§ **Your task**:
Your answer must be every line of the data that contains "dead".

§ **Stored data**:
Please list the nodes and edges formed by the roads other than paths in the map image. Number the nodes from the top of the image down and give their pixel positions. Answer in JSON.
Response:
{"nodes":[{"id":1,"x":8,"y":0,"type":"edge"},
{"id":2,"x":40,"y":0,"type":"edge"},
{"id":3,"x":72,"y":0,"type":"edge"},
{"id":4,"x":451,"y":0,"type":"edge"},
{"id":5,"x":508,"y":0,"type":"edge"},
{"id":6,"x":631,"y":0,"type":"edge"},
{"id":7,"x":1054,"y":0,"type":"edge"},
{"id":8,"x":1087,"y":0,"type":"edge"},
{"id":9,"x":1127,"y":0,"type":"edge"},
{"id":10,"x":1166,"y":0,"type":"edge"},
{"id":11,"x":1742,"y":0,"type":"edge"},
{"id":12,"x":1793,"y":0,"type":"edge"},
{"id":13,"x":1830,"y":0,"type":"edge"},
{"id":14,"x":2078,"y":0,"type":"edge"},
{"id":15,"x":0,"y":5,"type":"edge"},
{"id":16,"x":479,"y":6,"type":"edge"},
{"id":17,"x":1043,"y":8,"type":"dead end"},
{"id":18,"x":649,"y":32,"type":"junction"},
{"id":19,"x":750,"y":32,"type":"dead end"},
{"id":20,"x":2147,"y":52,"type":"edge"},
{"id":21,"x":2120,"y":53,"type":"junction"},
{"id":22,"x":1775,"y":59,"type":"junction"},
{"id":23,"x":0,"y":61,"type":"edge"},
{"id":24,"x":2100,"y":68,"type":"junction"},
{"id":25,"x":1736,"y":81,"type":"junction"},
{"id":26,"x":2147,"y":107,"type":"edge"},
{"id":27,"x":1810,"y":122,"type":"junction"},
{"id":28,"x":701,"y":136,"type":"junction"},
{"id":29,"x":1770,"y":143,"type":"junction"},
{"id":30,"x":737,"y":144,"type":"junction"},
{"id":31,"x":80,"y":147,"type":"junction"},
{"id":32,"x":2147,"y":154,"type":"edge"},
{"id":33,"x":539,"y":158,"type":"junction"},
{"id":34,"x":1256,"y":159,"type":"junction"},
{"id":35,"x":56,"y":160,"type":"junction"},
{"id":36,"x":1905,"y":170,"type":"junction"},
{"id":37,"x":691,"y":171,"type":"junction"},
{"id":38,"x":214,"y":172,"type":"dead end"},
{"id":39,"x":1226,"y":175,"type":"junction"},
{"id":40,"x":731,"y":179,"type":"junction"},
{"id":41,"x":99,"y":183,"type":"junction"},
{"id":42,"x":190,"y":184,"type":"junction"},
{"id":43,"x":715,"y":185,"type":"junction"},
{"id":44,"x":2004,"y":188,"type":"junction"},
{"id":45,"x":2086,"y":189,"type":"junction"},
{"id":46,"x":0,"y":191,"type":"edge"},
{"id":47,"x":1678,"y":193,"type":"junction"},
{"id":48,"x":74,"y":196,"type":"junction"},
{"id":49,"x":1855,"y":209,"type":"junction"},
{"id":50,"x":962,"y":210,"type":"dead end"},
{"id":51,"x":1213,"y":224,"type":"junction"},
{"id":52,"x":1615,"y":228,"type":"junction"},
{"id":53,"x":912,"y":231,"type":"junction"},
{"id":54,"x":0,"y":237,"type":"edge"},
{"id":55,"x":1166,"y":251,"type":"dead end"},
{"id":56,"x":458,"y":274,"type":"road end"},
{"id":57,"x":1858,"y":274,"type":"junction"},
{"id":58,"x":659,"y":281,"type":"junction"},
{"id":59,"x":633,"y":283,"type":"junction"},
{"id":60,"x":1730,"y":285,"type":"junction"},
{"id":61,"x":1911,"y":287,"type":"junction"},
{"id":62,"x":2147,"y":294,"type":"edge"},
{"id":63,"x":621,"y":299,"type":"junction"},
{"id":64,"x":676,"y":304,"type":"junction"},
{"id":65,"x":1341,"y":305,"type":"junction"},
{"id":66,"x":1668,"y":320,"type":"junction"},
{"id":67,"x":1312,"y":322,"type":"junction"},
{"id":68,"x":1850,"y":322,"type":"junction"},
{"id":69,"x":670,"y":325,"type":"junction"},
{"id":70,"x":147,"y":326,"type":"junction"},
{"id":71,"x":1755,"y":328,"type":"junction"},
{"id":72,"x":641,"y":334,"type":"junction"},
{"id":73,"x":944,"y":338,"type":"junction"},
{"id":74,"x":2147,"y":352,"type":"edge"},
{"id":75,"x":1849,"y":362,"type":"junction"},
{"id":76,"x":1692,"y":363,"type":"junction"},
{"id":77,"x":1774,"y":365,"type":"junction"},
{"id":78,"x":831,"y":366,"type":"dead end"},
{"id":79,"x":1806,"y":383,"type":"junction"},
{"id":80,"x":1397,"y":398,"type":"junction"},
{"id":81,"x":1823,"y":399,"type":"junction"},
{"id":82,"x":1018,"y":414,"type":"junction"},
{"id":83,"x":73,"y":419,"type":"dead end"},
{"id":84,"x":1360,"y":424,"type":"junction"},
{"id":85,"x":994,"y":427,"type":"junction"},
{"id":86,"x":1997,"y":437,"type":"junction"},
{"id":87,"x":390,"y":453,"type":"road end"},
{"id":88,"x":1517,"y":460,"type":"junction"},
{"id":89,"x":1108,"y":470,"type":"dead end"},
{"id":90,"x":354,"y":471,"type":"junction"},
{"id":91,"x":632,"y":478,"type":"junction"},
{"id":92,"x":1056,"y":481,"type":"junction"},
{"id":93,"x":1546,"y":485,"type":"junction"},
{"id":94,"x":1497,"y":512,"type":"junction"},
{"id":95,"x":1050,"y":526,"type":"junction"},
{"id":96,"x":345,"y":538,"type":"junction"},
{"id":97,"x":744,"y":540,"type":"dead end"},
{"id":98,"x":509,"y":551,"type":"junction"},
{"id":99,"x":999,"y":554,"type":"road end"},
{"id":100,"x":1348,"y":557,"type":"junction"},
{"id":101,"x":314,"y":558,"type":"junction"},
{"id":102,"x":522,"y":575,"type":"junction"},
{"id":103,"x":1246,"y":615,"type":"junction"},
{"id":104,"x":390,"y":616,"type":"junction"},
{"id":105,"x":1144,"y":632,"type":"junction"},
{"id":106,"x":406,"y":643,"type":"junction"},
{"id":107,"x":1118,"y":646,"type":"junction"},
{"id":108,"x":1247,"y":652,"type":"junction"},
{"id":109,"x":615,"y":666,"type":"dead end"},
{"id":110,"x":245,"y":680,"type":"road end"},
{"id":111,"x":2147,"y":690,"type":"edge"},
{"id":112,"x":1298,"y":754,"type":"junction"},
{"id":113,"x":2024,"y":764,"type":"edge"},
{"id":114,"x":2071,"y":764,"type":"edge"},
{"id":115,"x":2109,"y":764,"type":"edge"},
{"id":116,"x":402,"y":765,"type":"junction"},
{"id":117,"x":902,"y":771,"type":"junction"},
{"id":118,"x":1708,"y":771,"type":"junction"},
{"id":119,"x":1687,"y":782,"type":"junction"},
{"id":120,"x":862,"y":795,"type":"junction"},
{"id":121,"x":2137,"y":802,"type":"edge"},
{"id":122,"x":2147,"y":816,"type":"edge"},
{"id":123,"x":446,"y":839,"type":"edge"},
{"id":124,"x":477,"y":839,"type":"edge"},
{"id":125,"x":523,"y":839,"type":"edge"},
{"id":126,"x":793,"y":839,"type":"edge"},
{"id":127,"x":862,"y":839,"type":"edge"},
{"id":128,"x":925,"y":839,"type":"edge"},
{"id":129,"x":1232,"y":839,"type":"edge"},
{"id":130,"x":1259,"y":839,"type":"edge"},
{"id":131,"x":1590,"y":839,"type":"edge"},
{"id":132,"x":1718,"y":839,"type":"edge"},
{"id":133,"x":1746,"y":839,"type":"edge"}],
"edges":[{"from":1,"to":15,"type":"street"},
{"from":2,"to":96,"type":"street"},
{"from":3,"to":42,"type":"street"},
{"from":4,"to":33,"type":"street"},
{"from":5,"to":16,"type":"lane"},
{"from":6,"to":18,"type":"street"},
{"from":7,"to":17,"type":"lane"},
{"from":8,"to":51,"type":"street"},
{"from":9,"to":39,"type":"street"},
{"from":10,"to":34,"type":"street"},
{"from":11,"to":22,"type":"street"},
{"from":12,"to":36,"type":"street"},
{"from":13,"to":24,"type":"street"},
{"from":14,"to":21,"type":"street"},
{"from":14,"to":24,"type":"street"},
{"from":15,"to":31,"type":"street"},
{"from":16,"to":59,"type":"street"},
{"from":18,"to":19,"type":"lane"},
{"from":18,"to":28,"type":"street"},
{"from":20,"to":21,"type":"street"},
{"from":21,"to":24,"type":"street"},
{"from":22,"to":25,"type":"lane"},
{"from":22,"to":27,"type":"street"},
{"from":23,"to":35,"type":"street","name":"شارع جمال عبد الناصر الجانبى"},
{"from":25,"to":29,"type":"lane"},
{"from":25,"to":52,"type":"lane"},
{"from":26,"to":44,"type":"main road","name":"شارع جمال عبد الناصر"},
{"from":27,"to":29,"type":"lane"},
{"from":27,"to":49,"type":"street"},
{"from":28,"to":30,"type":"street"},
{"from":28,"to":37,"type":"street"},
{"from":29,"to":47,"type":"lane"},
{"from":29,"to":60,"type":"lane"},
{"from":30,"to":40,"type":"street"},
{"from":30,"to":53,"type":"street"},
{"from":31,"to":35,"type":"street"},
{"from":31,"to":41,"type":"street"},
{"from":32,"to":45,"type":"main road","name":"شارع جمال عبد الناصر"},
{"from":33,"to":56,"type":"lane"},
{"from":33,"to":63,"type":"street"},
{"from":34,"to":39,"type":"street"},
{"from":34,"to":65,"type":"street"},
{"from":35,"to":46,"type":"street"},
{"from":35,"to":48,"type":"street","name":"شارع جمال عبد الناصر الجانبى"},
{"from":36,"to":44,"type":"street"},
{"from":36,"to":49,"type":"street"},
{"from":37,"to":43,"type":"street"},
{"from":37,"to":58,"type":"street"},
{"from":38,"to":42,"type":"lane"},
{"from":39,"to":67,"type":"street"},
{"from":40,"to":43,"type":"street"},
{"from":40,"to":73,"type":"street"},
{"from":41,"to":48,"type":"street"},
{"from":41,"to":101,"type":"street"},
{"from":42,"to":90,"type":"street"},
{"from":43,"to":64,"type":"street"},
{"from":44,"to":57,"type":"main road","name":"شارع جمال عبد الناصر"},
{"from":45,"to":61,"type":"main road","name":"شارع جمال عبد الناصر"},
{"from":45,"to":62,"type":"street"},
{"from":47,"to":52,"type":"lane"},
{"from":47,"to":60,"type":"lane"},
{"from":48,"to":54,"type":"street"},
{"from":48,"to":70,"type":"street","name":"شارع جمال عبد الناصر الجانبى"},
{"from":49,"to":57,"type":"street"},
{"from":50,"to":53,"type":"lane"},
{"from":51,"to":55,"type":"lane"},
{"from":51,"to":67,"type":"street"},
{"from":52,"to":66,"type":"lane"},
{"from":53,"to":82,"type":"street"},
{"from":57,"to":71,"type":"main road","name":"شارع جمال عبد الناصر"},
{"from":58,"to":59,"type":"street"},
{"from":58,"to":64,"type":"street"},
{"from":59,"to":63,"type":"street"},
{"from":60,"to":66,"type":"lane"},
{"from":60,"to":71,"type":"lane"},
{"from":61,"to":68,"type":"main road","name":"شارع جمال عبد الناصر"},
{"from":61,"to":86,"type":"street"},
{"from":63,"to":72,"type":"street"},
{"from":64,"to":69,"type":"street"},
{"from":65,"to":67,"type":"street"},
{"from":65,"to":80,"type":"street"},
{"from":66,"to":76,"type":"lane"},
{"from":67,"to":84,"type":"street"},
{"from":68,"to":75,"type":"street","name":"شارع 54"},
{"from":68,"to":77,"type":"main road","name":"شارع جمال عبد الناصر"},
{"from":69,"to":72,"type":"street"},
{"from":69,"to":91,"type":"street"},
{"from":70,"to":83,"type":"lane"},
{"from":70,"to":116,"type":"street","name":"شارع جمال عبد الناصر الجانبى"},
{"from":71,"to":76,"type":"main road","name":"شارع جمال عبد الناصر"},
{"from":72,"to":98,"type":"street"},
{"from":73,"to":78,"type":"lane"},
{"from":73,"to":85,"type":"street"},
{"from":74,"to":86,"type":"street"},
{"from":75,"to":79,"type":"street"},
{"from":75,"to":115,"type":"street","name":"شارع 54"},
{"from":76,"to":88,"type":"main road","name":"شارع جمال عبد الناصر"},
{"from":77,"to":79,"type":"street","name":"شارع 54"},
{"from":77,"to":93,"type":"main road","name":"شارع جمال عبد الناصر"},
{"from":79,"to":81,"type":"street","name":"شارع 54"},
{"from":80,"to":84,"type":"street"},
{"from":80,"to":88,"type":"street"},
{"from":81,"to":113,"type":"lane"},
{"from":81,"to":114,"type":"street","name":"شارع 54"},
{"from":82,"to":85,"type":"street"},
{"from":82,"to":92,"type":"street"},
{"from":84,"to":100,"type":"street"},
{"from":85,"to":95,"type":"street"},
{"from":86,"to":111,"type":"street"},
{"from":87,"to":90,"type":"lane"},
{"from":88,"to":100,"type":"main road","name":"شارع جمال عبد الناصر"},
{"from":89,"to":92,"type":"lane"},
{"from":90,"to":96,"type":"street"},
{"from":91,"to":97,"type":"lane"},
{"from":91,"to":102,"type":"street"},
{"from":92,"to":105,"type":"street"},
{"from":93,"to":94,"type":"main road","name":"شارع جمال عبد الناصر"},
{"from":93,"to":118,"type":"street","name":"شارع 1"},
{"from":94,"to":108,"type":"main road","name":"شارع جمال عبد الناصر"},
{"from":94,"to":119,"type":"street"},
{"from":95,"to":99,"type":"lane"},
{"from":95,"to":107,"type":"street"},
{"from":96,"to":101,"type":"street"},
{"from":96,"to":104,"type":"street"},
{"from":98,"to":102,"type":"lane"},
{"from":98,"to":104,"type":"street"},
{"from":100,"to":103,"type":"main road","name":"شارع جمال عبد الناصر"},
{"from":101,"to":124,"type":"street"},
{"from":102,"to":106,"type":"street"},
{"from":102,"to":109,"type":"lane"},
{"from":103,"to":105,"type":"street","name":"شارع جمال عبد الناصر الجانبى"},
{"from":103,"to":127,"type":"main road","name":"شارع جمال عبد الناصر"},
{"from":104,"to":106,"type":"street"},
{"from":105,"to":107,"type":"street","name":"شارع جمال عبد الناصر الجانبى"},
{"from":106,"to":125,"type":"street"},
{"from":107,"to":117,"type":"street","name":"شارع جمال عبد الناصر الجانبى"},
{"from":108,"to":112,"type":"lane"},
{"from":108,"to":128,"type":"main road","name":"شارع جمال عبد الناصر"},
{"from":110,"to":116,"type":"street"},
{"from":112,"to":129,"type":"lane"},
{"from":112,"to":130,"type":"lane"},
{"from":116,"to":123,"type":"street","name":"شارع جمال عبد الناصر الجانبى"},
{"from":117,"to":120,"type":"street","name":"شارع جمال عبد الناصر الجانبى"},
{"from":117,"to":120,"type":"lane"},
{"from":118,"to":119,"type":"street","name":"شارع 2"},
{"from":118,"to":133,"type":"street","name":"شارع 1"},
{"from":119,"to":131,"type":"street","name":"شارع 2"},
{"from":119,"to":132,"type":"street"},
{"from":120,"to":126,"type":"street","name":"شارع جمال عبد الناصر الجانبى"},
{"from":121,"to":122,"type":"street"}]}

§ **Response to the exercise**:
{"id":17,"x":1043,"y":8,"type":"dead end"},
{"id":19,"x":750,"y":32,"type":"dead end"},
{"id":38,"x":214,"y":172,"type":"dead end"},
{"id":50,"x":962,"y":210,"type":"dead end"},
{"id":55,"x":1166,"y":251,"type":"dead end"},
{"id":78,"x":831,"y":366,"type":"dead end"},
{"id":83,"x":73,"y":419,"type":"dead end"},
{"id":89,"x":1108,"y":470,"type":"dead end"},
{"id":97,"x":744,"y":540,"type":"dead end"},
{"id":109,"x":615,"y":666,"type":"dead end"},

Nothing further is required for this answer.